Sudanese Teenage Bride Auctioned on Facebook

Bride Auctioned On Facebook
image: @abdugeek / TechEngage

According to a report by Reuters, barbaric auctioning of a teenage bride in Sudan happened on Facebook. In a bizarre event from the nightmares of dystopia, men of South Sudan started a bidding war on Facebook last month. This war existed in the comments section of a post ‘advertising’ a seventeen-year-old girl for marriage. The post circulated online for several days and bids poured in. Consequentially, a wealthy businessman bought the little girl.

This horrifying account of a teen bride being sold on Facebook is, unfortunately, not a standalone event.  It’s yet another example of how violent hatemongers have used Facebook’s platform in developing countries in recent years. In Myanmar, ethnic violence forced over 700,000 members of the Rohingya community to flee the country. The UN has linked the unexpected spread of violence to racists’ posts spread on Facebook.

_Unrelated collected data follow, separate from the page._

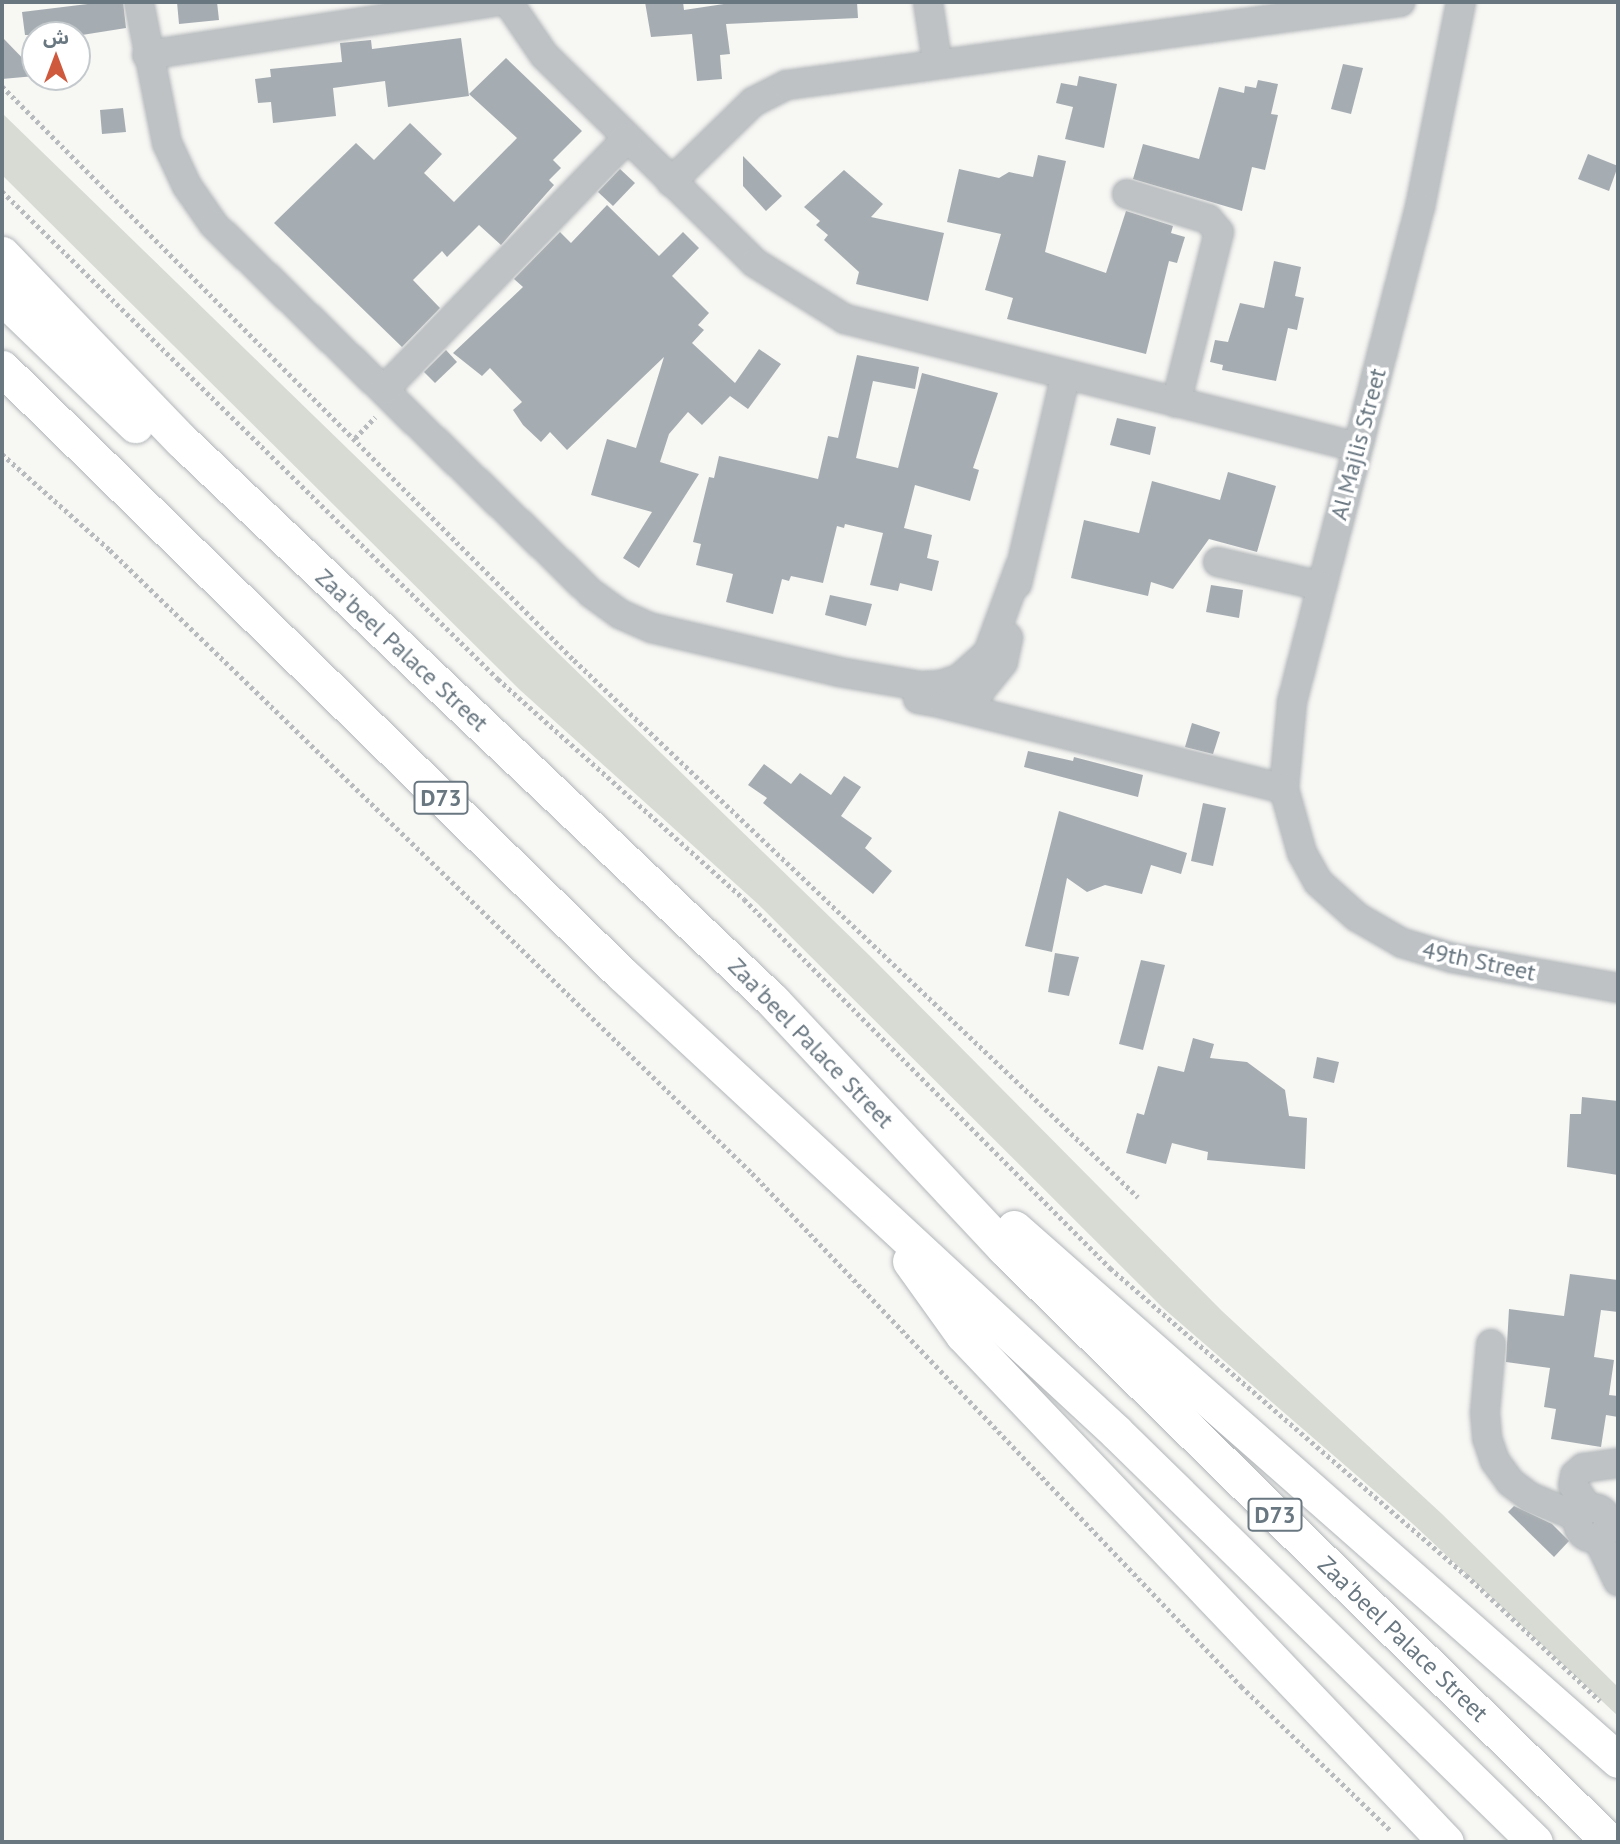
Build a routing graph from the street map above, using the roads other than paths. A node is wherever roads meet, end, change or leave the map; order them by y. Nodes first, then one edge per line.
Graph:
1 (139, 2) edge
2 (495, 2) edge
3 (509, 2) edge
4 (928, 2) edge
5 (1400, 2) edge
6 (1461, 2) edge
7 (147, 55) junction
8 (937, 61) junction
9 (627, 138) junction
10 (671, 182) junction
11 (1127, 194) dead end
12 (2, 254) edge
13 (2, 297) edge
14 (2, 368) edge
15 (1065, 377) junction
16 (384, 390) junction
17 (2, 393) edge
18 (1176, 403) junction
19 (41, 410) junction
20 (181, 440) junction
21 (1357, 447) junction
22 (1218, 562) dead end
23 (1020, 566) junction
24 (1321, 586) junction
25 (839, 672) junction
26 (941, 703) junction
27 (1284, 789) junction
28 (1318, 882) joint
29 (1618, 988) edge
30 (945, 1183) junction
31 (887, 1222) junction
32 (1491, 1344) dead end
33 (1618, 1463) edge
34 (1588, 1521) junction
35 (1618, 1581) edge
36 (1618, 1760) edge
37 (1446, 1842) edge
38 (1535, 1842) edge
39 (1610, 1842) edge

1 - 7 street
2 - 7 street
3 - 9 street
4 - 8 street
5 - 8 street
6 - 21 street, Al Majlis Street
7 - 16 street
8 - 10 street
9 - 10 street
9 - 16 street
10 - 15 street
11 - 18 street
12 - 20 main road, Zaa'beel Palace Street
13 - 20 main road
14 - 19 main road, D73
15 - 18 street
15 - 23 street
16 - 25 street
17 - 19 main road
18 - 21 street
19 - 31 main road, D73
20 - 30 main road, Zaa'beel Palace Street / D73
21 - 24 street, Al Majlis Street
22 - 24 street
23 - 25 street
23 - 26 street
24 - 27 street, Al Majlis Street
25 - 26 street
26 - 27 street
27 - 28 street, Al Majlis Street
28 - 29 street, 49th Street
30 - 36 main road
30 - 39 main road, Zaa'beel Palace Street / D73
31 - 37 main road
31 - 38 main road, D73
32 - 34 street
33 - 34 street
34 - 35 street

The riots led to thousands of murders. In Libya, rival militias have used Facebook to spread fake news and hate-filled messages which worked to multiply the violence in the country. And now, people hoping to win big dowries have once again used this platform to sell an underage girl.


The original post-marketing the 17-year-old was published on October 25th. Facebook only removed it on November 9th, days after the people had already married off the girl. According to a spokesperson for Plan International, a girls’ rights activist group, the post went viral in South Sudan. They said:

“So anyone who was on Facebook in South Sudan was well-aware of this situation far before the rest of the world.”

It’s unclear why it took over two weeks to remove the post. In a statement, a Facebook spokesperson told TechCrunch:

“Any form of human trafficking — whether posts, pages, ads, or groups is not allowed on Facebook. We removed the post and permanently disabled the account belonging to the person who posted this to Facebook. We’re always improving the methods we use to identify content that breaks our policies, including doubling our safety and security team to more than 30,000 and investing in technology.”

Child marriage is already illegal in South Sudan. But the practice has continued despite efforts from the government and advocacy to end it. This is the first famous effort of people using Facebook to make these illegal exchanges. And it led to one of the largest reported dowries ever received in the area. Advocates fear the high payment could spark more interest in trafficking girls for marriage on the platform in the future. According to the Plan International spokesperson:

“It attracted more attention and gave those who might have thought about participating a greater reason to do it because of the kudos attached. This is something that is even more dangerous and something that we don’t want to see happening again or becoming a popular movement.”